The pandemic has put millions of Americans in dire financial straits, forcing many to rely on charities to adequately feed and clothe their families and stave off homelessness.

So this year the government has offered an added incentive for Americans to donate to charity.

As part of the Coronavirus Aid, Relief and Economic Security (CARES) Act, lawmakers created a special one-time deduction to encourage other Americans with some spare cash to make donations this year.

The deduction, which must be made by December 31 to count for tax year 2020, applies to tax filers who take the standard deduction on their federal tax return. The IRS estimates more than 87% of filers now take the standard deduction.

Normally, only itemizers may claim their charitable contributions, because the lump-sum standard deduction (currently $12,400 for single filers; and $24,800 for married filers) is intended to cover most deductions.

But this year, on top of taking your standard deduction, you also may take a deduction for cash contributions up to $300, so long as you donate that money by December 31. (Note: It does not apply to non-monetary contributions such as clothing or food.)

Although the IRS doesn’t require receipts to be filed with your return, be sure to keep a record of any money you give. “Make sure you document it. Keep your receipts for your cash donations in case you get asked about it later,” said Kathy Pickering, the chief tax officer for H&R Block.
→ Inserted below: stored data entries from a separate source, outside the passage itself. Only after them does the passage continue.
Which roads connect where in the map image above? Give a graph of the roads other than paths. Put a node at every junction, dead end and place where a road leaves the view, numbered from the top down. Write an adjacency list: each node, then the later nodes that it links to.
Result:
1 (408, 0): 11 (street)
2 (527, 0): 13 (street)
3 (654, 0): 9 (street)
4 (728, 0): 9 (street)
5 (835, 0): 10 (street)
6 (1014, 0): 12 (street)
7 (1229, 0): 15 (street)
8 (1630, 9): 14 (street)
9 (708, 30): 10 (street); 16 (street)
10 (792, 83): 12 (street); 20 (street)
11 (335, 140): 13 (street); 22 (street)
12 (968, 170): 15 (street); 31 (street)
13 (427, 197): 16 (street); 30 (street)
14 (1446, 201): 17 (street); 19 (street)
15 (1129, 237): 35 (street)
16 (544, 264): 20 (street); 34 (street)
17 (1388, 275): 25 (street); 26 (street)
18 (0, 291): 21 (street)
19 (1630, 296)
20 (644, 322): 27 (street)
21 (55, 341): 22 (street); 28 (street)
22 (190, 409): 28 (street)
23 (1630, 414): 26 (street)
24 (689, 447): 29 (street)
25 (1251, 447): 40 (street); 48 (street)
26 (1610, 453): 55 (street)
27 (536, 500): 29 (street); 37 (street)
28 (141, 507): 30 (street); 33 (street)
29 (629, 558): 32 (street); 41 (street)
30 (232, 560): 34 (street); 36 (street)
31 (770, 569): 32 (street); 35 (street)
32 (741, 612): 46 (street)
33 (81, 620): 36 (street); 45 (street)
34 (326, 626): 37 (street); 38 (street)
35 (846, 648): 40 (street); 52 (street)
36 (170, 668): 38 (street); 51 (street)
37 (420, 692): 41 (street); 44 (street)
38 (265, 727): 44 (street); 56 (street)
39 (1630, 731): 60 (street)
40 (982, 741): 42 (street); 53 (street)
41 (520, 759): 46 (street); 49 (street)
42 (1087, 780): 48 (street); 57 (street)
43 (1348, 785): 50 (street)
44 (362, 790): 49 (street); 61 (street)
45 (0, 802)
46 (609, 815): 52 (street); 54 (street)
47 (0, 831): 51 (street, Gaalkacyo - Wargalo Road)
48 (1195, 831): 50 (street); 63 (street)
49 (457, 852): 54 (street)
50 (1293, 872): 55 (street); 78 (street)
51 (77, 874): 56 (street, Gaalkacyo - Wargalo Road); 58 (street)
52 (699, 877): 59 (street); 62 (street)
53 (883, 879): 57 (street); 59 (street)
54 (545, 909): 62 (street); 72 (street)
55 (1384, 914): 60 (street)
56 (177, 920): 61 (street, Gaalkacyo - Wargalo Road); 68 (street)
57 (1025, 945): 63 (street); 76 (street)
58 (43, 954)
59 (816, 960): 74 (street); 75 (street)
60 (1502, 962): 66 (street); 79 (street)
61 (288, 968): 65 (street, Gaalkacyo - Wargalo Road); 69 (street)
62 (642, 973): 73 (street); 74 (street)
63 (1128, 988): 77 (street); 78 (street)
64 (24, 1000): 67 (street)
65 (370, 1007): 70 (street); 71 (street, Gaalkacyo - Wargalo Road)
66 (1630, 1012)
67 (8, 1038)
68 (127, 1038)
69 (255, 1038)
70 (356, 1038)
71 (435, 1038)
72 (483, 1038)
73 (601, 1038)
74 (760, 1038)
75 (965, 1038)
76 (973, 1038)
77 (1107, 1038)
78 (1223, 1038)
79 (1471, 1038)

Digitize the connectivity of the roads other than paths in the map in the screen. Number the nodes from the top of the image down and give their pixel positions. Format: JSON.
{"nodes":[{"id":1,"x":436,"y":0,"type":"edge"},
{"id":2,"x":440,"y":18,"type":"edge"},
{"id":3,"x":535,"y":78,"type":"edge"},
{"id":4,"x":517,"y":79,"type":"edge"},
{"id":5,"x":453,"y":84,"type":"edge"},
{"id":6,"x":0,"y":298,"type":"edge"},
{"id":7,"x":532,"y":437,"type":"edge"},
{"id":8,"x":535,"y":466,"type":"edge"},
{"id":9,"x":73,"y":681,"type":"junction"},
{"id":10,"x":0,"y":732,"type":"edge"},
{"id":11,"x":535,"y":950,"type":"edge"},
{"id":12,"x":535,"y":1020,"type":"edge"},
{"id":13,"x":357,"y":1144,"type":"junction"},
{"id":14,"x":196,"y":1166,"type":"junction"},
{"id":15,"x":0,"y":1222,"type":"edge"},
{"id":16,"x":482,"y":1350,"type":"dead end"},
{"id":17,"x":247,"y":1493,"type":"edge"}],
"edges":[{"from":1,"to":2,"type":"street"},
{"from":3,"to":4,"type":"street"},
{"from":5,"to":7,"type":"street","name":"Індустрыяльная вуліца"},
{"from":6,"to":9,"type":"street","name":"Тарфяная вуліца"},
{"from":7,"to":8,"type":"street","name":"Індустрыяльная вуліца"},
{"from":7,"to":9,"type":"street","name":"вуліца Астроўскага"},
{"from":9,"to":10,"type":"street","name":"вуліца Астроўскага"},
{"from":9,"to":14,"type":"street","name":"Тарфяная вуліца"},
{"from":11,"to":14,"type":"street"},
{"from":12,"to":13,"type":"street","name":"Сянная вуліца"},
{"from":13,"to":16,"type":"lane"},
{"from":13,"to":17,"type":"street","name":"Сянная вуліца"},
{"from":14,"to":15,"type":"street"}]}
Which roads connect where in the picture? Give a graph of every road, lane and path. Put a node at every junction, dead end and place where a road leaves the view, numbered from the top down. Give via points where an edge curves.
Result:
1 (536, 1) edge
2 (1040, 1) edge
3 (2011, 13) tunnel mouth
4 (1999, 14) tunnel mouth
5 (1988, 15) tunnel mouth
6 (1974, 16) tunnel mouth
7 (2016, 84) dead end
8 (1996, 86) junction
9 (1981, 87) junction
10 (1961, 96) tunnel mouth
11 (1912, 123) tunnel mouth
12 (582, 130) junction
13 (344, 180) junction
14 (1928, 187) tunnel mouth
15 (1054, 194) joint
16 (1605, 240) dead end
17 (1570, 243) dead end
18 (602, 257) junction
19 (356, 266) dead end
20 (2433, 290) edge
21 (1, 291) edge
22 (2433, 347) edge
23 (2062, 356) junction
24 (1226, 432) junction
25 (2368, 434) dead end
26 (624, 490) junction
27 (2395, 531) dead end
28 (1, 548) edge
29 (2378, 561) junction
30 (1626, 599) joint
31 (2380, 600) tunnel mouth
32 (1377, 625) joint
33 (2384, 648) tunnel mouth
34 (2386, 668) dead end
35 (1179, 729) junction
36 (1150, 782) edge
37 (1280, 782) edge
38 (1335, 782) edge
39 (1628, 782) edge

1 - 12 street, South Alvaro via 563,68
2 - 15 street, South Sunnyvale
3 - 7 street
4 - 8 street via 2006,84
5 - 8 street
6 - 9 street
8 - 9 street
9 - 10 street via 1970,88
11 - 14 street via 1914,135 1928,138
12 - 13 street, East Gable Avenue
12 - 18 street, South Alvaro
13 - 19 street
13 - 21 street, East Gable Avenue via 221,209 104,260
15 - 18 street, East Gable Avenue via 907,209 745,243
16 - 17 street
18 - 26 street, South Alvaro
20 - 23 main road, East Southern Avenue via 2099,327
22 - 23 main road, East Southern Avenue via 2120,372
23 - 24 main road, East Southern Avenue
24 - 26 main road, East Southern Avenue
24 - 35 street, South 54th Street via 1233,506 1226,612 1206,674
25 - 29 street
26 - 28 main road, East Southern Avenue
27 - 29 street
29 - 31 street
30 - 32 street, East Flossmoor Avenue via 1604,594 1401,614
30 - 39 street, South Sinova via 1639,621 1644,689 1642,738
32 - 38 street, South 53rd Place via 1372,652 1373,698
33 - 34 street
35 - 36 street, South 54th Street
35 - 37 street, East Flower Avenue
If you’re making a one-time contribution of $250 or more to a single charity or non-profit, get a written acknowledgment of your donation from the organization, Pickering said. If you make donations below $250 to any single group, a canceled check or bank or credit card statement indicating proof of payment should suffice.

And if you’re making contributions through an employer-sponsored giving campaign in which your donation is deducted directly from your paycheck, then your paystub can serve as proof.

One other note: Those who are single or married and filing jointly may deduct up to $300 on their returns, but taxpayers who are married but filing separately may only deduct up to $150 each, Pickering said.

What you’ll be saving

Taking the deduction will of course reduce your tax burden.

For someone in the 12% tax bracket – which applies to single filers making up to roughly $40,000 and married couples making up to about $80,000, according to H&R Block – the deduction would reduce the tax bill by $36 (12% x $300.)

For someone in the 22% bracket, that amount jumps to $66.

But more than the money it saves, any tax-deductible contribution you make can go a long way toward helping charitable organizations – especially the smaller, local ones – continue to be a lifeline for so many in need this year.

Nearly three-quarters of Charity Navigator-rated nonprofits reported that they have suffered financially this year, while more than half have seen an increase in demand, and more than half said they had to cut back on programs.

Looking ahead, the Covid relief package passed by Congress on Monday night includes a one-year extension of the new deduction for non-itemizers. So it will be in effect for 2021 too, when the needs of those hurt by the pandemic are likely to be just as great.